Thakarius "Bopete" Keyes (born November 9, 1997) is an American football cornerback for the Baltimore Ravens of the National Football League (NFL). He played college football at Tulane.

College career
In 2019, Keyes started every game for Tulane and held opposing quarterbacks to a 45 percent completion percentage rate when he was targeted. He was an Honorable Mention All-American Athletic Conference honoree. In his junior and senior seasons, Keyes had 85 tackles, 18 passes defended and two interceptions.

Professional career

Kansas City Chiefs
Keyes was selected by the Kansas City Chiefs in the seventh round of the 2020 NFL Draft with the 237th overall pick.
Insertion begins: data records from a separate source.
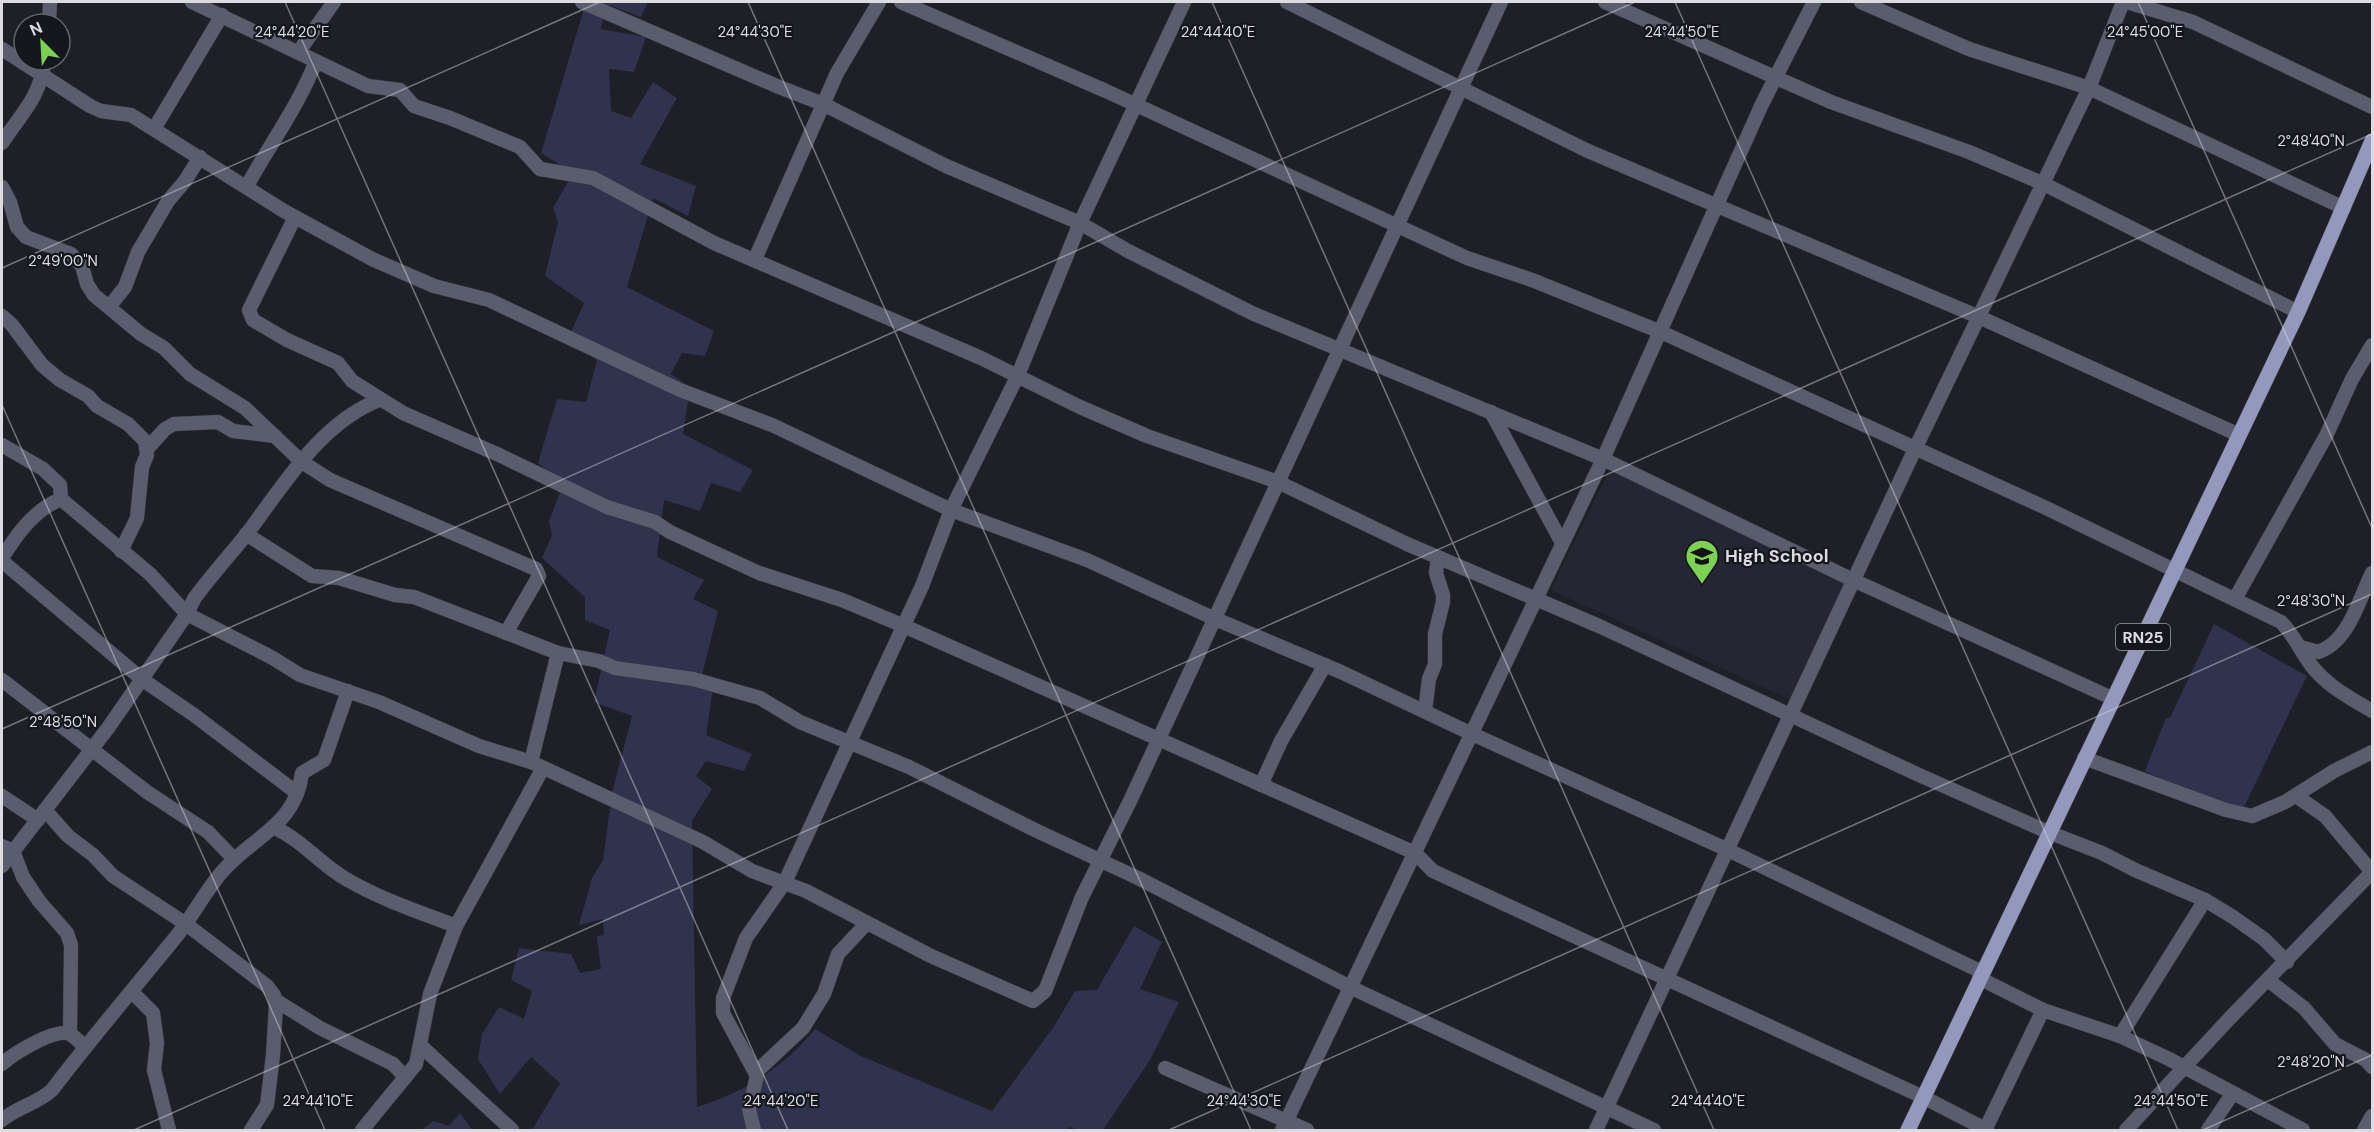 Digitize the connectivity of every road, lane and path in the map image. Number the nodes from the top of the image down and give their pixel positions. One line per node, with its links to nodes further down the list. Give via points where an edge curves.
1 (192, 2): 13 (street)
2 (334, 2): 15 (street)
3 (582, 2): 22 (street)
4 (879, 2): 22 (street)
5 (901, 2): 23 (street)
6 (1184, 2): 23 (street)
7 (1287, 2): 20 (street)
8 (1501, 2): 20 (street)
9 (1605, 2): 19 (street)
10 (1815, 2): 19 (street)
11 (1861, 2): 21 (street, via 1969,49)
12 (2125, 2): 21 (street); 24 (street, via 2193,22)
13 (222, 15): 15 (street); 25 (street)
14 (2, 49): 18 (street)
15 (298, 51): 16 (street)
16 (316, 61): 30 (street, via 304,91); 37 (street, via 368,86 400,90 414,106 520,147 540,169 593,178 675,224)
17 (44, 72): 18 (street)
18 (43, 76): 25 (street, via 90,106 131,115); 26 (street, via 28,109)
19 (1777, 78): 29 (street); 32 (street)
20 (1460, 87): 32 (street, via 1588,151); 36 (street)
21 (2089, 88): 29 (street); 33 (street)
22 (823, 104): 35 (street, via 946,166); 37 (street)
23 (1135, 105): 35 (street); 36 (street)
24 (2373, 107)
25 (154, 129): 28 (street)
26 (2, 142)
27 (2372, 143): 33 (main road, RN25)
28 (200, 157): 30 (street); 38 (street, via 168,201 138,252 125,287)
29 (2042, 183): 39 (street); 41 (street)
30 (246, 186): 34 (street)
31 (2, 188): 38 (street, via 17,227 26,237 71,254 82,266 94,296)
32 (1718, 205): 41 (street); 42 (street)
33 (2344, 208): 39 (main road, RN25)
34 (295, 218): 46 (street, via 266,273 250,315 287,340 338,363); 59 (street, via 372,259 434,286 489,300 680,390 772,425)
35 (1080, 223): 44 (street, via 1254,314); 45 (street)
36 (1398, 226): 42 (street, via 1467,258); 44 (street)
37 (755, 260): 45 (street)
38 (109, 307): 51 (street, via 164,348 190,374 245,408)
39 (2298, 312): 50 (main road, RN25)
40 (2, 316): 53 (street, via 42,365 128,424)
41 (1979, 317): 50 (street); 54 (street)
42 (1661, 332): 54 (street); 55 (street)
43 (2373, 345): 69 (street)
44 (1340, 349): 49 (street); 57 (street)
45 (1018, 375): 57 (street, via 1147,436); 59 (street)
46 (361, 388): 47 (street); 48 (street)
47 (379, 400): 48 (street); 72 (street, via 607,507 644,517 759,573 842,600)
48 (361, 407): 56 (street, via 333,428)
49 (1491, 412): 55 (street); 61 (street)
50 (2237, 434): 65 (main road, RN25)
51 (275, 436): 53 (street, via 233,431 218,422 174,424); 56 (street)
52 (2, 445): 58 (street, via 43,469 60,485)
53 (147, 449): 62 (street, via 137,518)
54 (1915, 449): 65 (street); 67 (street)
55 (1603, 459): 61 (street); 67 (street)
56 (302, 462): 60 (street); 73 (street, via 330,480 536,569 539,576)
57 (1278, 482): 63 (street); 71 (street)
58 (61, 499): 62 (street); 64 (street, via 41,509)
59 (951, 510): 71 (street, via 1065,551); 72 (street)
60 (246, 534): 70 (street, via 198,594); 73 (street, via 312,576 339,578 414,597)
61 (1561, 542): 68 (street)
62 (121, 551): 70 (street, via 150,574)
63 (1438, 557): 68 (street); 81 (street, via 1436,573 1443,602)
64 (2, 559): 78 (street)
65 (2174, 568): 69 (street); 80 (main road, RN25)
66 (2373, 573): 74 (street, via 2350,621 2335,642 2318,652)
67 (1853, 580): 80 (street); 83 (street)
68 (1534, 599): 83 (street); 84 (street)
69 (2235, 599): 74 (street, via 2281,621)
70 (188, 614): 78 (street); 79 (street, via 300,675)
71 (1214, 618): 76 (street); 85 (street)
72 (904, 626): 85 (street); 86 (street)
73 (506, 633): 75 (street)
74 (2300, 647): 82 (street, via 2331,685)
75 (558, 653): 86 (street, via 615,668 693,679 760,698 800,722); 90 (street)
76 (1325, 665): 81 (street); 91 (street, via 1281,741)
77 (2, 680): 87 (street)
78 (143, 680): 87 (street); 92 (street)
79 (348, 692): 90 (street, via 478,746); 92 (street, via 324,760 304,770 302,788)
80 (2114, 699): 89 (main road, RN25)
81 (1425, 711): 84 (street)
82 (2373, 711)
83 (1792, 715): 97 (street); 99 (street)
84 (1470, 733): 99 (street); 100 (street)
85 (1157, 740): 91 (street); 102 (street)
86 (850, 741): 102 (street); 105 (street)
87 (92, 748): 95 (street); 101 (street, via 147,792 208,832)
88 (2373, 752): 94 (street)
89 (2084, 758): 94 (street, via 2252,816); 97 (main road, RN25)
90 (537, 765): 105 (street, via 703,842 752,871); 109 (street)
91 (1261, 785): 100 (street)
92 (297, 793): 96 (street)
93 (2, 796): 95 (street)
94 (2295, 796): 104 (street, via 2325,816)
95 (41, 815): 98 (street); 108 (street, via 93,855 113,876)
96 (275, 828): 101 (street); 109 (street, via 295,839 344,879)
97 (2048, 832): 106 (street); 111 (main road, RN25)
98 (7, 849): 103 (street); 118 (street, via 30,888 69,939)
99 (1726, 849): 111 (street); 112 (street)
100 (1415, 853): 112 (street, via 1433,871); 114 (street)
101 (234, 859): 108 (street)
102 (1101, 862): 107 (street, via 1082,897 1045,991 1033,1001); 114 (street)
103 (2, 866)
104 (2373, 872): 110 (street)
105 (785, 882): 107 (street); 126 (street, via 746,938 723,998 723,1013)
106 (2205, 900): 110 (street, via 2249,927); 119 (street)
107 (867, 923): 126 (street, via 838,954 824,994 803,1028)
108 (186, 924): 115 (street); 116 (street, via 267,987)
109 (456, 926): 120 (street, via 423,1018)
110 (2287, 962): 113 (street)
111 (1980, 975): 117 (street); 129 (main road, RN25)
112 (1666, 980): 129 (street); 130 (street)
113 (2268, 980): 123 (street); 124 (street, via 2304,1008 2335,1044)
114 (1352, 988): 130 (street); 133 (street)
115 (132, 992): 121 (street); 136 (street, via 153,1013 157,1043 154,1070)
116 (275, 1000): 127 (street, via 320,1028 387,1060); 137 (street, via 276,1031 268,1099)
117 (2043, 1010): 119 (street); 135 (street)
118 (70, 1034): 121 (street); 122 (street, via 50,1036)
119 (2120, 1036): 123 (street)
120 (421, 1046): 127 (street, via 416,1064); 139 (street)
121 (85, 1047): 132 (street, via 45,1096)
122 (2, 1064)
123 (2184, 1067): 128 (street); 145 (street)
124 (2373, 1067)
125 (1165, 1068): 133 (street)
126 (756, 1072): 140 (street, via 749,1109)
127 (405, 1077): 138 (street)
128 (2233, 1093): 134 (street); 146 (street)
129 (1923, 1097): 135 (street); 144 (main road, RN25)
130 (1607, 1108): 142 (street); 143 (street)
131 (2373, 1116): 148 (street)
132 (2, 1120)
133 (1285, 1126): 141 (street)
134 (2287, 1127): 147 (street)
135 (1986, 1130)
136 (169, 1131)
137 (252, 1131)
138 (362, 1131)
139 (512, 1131)
140 (754, 1131)
141 (1307, 1131)
142 (1596, 1131)
143 (1654, 1131)
144 (1908, 1131)
145 (2126, 1131)
146 (2208, 1131)
147 (2303, 1131)
148 (2364, 1131) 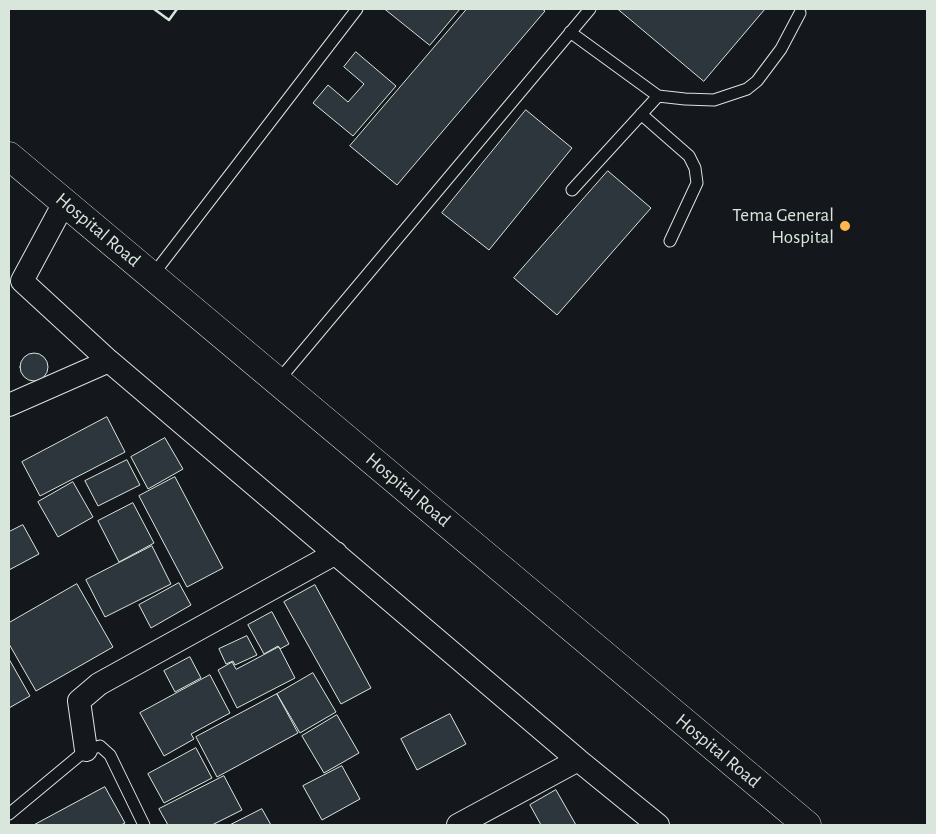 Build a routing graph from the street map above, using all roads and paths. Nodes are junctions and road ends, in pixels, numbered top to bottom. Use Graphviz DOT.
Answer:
graph roads {
  1 [pos="357,9"];
  2 [pos="590,9"];
  3 [pos="800,12"];
  4 [pos="570,32"];
  5 [pos="658,96"];
  6 [pos="641,114"];
  7 [pos="9,156"];
  8 [pos="572,190"];
  9 [pos="64,203"];
  10 [pos="670,241"];
  11 [pos="15,276"];
  12 [pos="152,276"];
  13 [pos="109,360"];
  14 [pos="278,381"];
  15 [pos="9,405"];
  16 [pos="336,553"];
  17 [pos="86,750"];
  18 [pos="578,760"];
  19 [pos="9,814"];
  20 [pos="144,825"];
  21 [pos="458,825"];
  22 [pos="658,825"];
  23 [pos="807,825"];
  1 -- 12 [label="lane"];
  2 -- 4 [label="lane"];
  3 -- 5 [label="lane"];
  4 -- 5 [label="lane"];
  4 -- 14 [label="lane"];
  5 -- 6 [label="lane"];
  6 -- 8 [label="lane"];
  6 -- 10 [label="lane"];
  7 -- 9 [label="main road, Hospital Road"];
  9 -- 11 [label="street"];
  9 -- 12 [label="main road, Hospital Road"];
  11 -- 13 [label="street"];
  12 -- 14 [label="main road, Hospital Road"];
  13 -- 15 [label="street"];
  13 -- 16 [label="street"];
  14 -- 23 [label="main road, Hospital Road"];
  16 -- 17 [label="street"];
  16 -- 18 [label="street"];
  17 -- 19 [label="lane"];
  17 -- 20 [label="lane"];
  18 -- 21 [label="street"];
  18 -- 22 [label="street"];
} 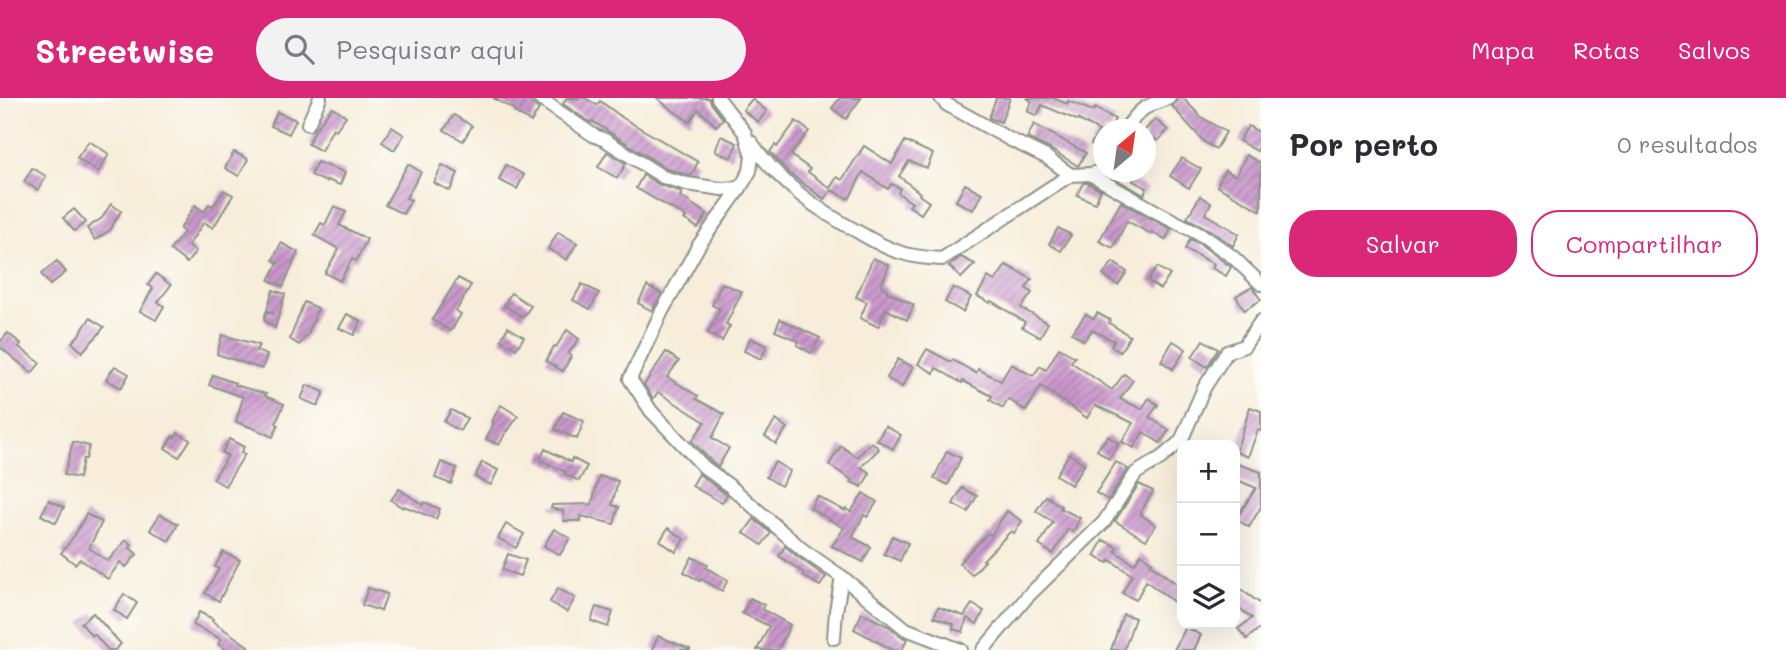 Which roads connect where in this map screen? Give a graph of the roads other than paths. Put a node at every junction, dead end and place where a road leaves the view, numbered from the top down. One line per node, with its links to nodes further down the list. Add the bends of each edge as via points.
1 (320, 98): 7 (street)
2 (539, 98): 12 (street, via 663,177 699,186)
3 (719, 98): 8 (street)
4 (941, 98): 11 (street)
5 (1169, 98): 6 (street, via 1145,107)
6 (1132, 119)
7 (308, 124)
8 (745, 133): 11 (street, via 764,162 809,202 897,252 920,257 942,258); 12 (street, via 752,156)
9 (1093, 173): 10 (street)
10 (1090, 174): 11 (street); 13 (street, via 1205,237)
11 (1071, 176)
12 (740, 188): 15 (street, via 699,246 630,379 650,411 704,467)
13 (1261, 284)
14 (1261, 321): 18 (street, via 1244,346 1227,352 1181,440 1136,473 1104,522 1027,597)
15 (842, 577): 16 (street); 17 (street, via 906,629)
16 (834, 638)
17 (961, 650)
18 (983, 650)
He was placed on the active/non-football injury list on July 26, 2020. He was activated on August 16, 2020. He finished his rookie season playing in eight games and recording eight total tackles.

On August 31, 2021, Keyes was waived by the Chiefs.

Indianapolis Colts
On September 1, 2021, Keyes was claimed off waivers by the Colts. He was waived on November 13 and re-signed to the practice squad. He was released on November 22.

New England Patriots
On November 30, 2021, Keyes was signed to the New England Patriots practice squad, but was released the next day.

Chicago Bears
On December 15, 2021, Keyes was signed to the Chicago Bears practice squad. He signed a reserve/future contract with the Bears on January 11, 2022. He was waived on August 23, 2022.

Houston Texans
On September 13, 2022, Keyes was signed to the Houston Texans practice squad. He was released on October 18.

Atlanta Falcons
On October 25, 2022, Keyes was signed to the Atlanta Falcons practice squad. He was released on November 8.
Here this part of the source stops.